■ **TASK DETAILS**:
Determine how many lines of the records include "Shivanand", and answer with the number alone.

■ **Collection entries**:
+ + + + + + +

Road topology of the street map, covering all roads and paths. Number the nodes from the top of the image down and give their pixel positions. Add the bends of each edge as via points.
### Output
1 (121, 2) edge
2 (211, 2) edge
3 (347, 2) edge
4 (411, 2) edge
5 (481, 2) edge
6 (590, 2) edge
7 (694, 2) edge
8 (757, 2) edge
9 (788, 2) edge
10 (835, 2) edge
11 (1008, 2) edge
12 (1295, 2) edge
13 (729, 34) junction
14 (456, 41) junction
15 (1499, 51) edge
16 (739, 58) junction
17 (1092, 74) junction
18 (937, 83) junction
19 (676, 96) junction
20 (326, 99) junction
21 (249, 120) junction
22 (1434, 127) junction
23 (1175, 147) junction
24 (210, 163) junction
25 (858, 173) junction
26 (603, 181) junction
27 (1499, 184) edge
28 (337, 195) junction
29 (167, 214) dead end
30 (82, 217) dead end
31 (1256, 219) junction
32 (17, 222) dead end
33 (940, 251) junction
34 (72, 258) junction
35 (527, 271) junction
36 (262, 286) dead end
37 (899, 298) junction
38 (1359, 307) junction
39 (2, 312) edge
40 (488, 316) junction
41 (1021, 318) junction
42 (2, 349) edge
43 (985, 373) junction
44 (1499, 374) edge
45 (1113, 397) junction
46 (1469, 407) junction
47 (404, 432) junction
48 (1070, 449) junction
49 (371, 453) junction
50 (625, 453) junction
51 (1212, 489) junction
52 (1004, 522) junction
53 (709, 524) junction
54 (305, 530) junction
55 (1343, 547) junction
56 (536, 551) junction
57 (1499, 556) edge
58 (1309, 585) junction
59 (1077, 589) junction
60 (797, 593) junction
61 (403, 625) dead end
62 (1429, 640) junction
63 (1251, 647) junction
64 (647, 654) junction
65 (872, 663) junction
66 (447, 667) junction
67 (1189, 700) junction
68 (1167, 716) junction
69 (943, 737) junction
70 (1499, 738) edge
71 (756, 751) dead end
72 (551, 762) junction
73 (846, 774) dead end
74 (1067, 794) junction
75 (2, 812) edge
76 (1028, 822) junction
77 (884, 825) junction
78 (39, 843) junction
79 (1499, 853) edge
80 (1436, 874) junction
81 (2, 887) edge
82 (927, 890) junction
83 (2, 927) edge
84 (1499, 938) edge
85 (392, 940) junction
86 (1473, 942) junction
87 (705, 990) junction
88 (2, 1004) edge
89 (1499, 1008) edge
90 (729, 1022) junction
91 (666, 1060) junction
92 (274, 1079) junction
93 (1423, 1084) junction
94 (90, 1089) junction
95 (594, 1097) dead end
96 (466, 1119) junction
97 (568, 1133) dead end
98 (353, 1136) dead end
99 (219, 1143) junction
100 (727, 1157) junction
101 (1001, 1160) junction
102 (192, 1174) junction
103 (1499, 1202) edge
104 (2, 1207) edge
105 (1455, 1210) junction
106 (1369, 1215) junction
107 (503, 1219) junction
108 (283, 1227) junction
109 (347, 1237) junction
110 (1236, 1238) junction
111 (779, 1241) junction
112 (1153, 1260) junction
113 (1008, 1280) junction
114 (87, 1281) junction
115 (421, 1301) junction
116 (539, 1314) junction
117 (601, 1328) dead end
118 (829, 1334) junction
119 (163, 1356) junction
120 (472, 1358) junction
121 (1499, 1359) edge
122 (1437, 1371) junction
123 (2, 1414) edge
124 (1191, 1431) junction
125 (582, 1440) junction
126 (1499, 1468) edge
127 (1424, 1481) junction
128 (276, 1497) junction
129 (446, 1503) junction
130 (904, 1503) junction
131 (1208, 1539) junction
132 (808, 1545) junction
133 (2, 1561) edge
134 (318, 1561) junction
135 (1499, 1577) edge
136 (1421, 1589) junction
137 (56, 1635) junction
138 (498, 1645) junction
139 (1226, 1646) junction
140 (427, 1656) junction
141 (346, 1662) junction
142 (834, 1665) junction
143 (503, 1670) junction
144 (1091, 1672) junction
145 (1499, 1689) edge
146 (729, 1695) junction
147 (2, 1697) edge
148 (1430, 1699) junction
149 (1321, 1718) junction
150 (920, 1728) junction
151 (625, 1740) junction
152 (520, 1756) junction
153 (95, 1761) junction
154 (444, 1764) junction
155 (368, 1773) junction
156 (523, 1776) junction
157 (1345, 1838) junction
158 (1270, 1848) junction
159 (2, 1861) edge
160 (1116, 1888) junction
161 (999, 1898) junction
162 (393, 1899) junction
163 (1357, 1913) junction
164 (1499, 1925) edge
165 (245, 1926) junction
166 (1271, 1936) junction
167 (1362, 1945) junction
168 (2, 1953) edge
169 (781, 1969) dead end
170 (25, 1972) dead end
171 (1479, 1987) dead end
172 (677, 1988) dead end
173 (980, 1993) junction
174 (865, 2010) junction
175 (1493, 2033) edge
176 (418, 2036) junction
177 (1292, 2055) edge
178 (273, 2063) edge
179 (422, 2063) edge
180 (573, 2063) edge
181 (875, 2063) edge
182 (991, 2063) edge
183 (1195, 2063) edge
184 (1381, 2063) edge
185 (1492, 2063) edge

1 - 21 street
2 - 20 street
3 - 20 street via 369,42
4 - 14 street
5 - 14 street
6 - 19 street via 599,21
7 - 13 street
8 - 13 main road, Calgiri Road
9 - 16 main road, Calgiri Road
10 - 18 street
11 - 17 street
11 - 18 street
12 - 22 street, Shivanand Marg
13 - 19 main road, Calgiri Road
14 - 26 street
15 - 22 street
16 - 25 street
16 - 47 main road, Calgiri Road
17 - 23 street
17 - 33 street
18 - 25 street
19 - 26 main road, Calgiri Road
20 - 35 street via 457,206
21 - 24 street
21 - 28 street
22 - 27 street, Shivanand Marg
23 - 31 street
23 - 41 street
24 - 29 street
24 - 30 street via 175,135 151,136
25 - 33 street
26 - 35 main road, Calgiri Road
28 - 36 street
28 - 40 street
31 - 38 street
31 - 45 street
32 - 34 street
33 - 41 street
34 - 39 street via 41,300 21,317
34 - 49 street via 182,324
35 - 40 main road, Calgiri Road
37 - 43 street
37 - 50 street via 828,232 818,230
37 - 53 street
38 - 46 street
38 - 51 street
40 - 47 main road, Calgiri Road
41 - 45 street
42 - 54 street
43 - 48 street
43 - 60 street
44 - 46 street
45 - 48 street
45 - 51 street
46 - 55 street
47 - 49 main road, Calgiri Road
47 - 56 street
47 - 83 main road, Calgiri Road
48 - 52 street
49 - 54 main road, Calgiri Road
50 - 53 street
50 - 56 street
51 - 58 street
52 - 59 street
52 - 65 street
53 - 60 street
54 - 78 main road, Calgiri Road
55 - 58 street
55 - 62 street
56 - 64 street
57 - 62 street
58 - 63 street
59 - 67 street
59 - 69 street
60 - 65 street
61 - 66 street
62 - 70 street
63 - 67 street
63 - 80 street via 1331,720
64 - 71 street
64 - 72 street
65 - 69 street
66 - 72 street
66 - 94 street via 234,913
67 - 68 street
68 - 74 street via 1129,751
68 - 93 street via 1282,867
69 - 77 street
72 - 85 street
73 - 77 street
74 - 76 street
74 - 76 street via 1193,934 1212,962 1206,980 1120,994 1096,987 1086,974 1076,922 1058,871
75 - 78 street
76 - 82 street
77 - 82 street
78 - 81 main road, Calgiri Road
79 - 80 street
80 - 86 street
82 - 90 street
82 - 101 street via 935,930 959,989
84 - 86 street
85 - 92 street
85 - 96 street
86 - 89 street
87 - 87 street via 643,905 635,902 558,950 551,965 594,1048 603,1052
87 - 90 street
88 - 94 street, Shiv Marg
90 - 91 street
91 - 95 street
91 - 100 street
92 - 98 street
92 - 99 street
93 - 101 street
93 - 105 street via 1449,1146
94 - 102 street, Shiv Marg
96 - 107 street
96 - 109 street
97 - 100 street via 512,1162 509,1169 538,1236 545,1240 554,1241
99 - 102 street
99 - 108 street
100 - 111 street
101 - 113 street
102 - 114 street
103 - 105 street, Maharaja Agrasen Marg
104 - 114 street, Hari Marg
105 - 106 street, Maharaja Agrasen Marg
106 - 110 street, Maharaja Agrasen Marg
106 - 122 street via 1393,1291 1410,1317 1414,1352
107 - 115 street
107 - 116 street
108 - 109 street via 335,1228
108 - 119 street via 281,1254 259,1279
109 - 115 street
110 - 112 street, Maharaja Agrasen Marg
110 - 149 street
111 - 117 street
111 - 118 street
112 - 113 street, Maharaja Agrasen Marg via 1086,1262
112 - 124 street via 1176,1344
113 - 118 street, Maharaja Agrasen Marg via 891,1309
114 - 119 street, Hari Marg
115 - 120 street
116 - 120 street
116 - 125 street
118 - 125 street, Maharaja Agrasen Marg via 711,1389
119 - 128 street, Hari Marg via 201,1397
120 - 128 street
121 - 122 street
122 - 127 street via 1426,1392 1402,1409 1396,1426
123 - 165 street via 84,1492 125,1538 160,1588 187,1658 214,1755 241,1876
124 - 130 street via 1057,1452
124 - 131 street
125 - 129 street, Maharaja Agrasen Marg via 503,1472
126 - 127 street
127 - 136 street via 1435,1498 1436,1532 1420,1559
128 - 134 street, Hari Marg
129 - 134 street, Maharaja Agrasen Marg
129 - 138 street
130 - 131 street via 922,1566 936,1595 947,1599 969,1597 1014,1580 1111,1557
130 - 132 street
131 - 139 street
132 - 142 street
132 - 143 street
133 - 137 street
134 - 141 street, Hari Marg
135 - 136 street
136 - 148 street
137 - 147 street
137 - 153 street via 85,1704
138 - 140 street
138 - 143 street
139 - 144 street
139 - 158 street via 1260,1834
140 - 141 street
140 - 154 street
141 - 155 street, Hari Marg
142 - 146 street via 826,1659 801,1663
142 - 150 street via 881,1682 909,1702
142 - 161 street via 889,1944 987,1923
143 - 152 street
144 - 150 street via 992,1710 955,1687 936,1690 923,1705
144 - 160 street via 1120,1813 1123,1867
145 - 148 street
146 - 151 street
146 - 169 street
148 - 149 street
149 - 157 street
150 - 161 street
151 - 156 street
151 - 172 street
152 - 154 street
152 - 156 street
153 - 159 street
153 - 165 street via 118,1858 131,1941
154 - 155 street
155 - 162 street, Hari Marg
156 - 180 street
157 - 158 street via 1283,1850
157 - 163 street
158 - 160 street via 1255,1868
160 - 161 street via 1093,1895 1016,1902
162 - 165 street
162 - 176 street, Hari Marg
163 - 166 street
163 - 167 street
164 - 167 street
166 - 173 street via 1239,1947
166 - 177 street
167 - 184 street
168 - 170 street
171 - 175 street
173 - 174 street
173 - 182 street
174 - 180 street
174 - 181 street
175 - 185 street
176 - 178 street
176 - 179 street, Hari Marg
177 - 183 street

+ + + + + + +

■ **RESPONSE TO THE EXERCISE**:
2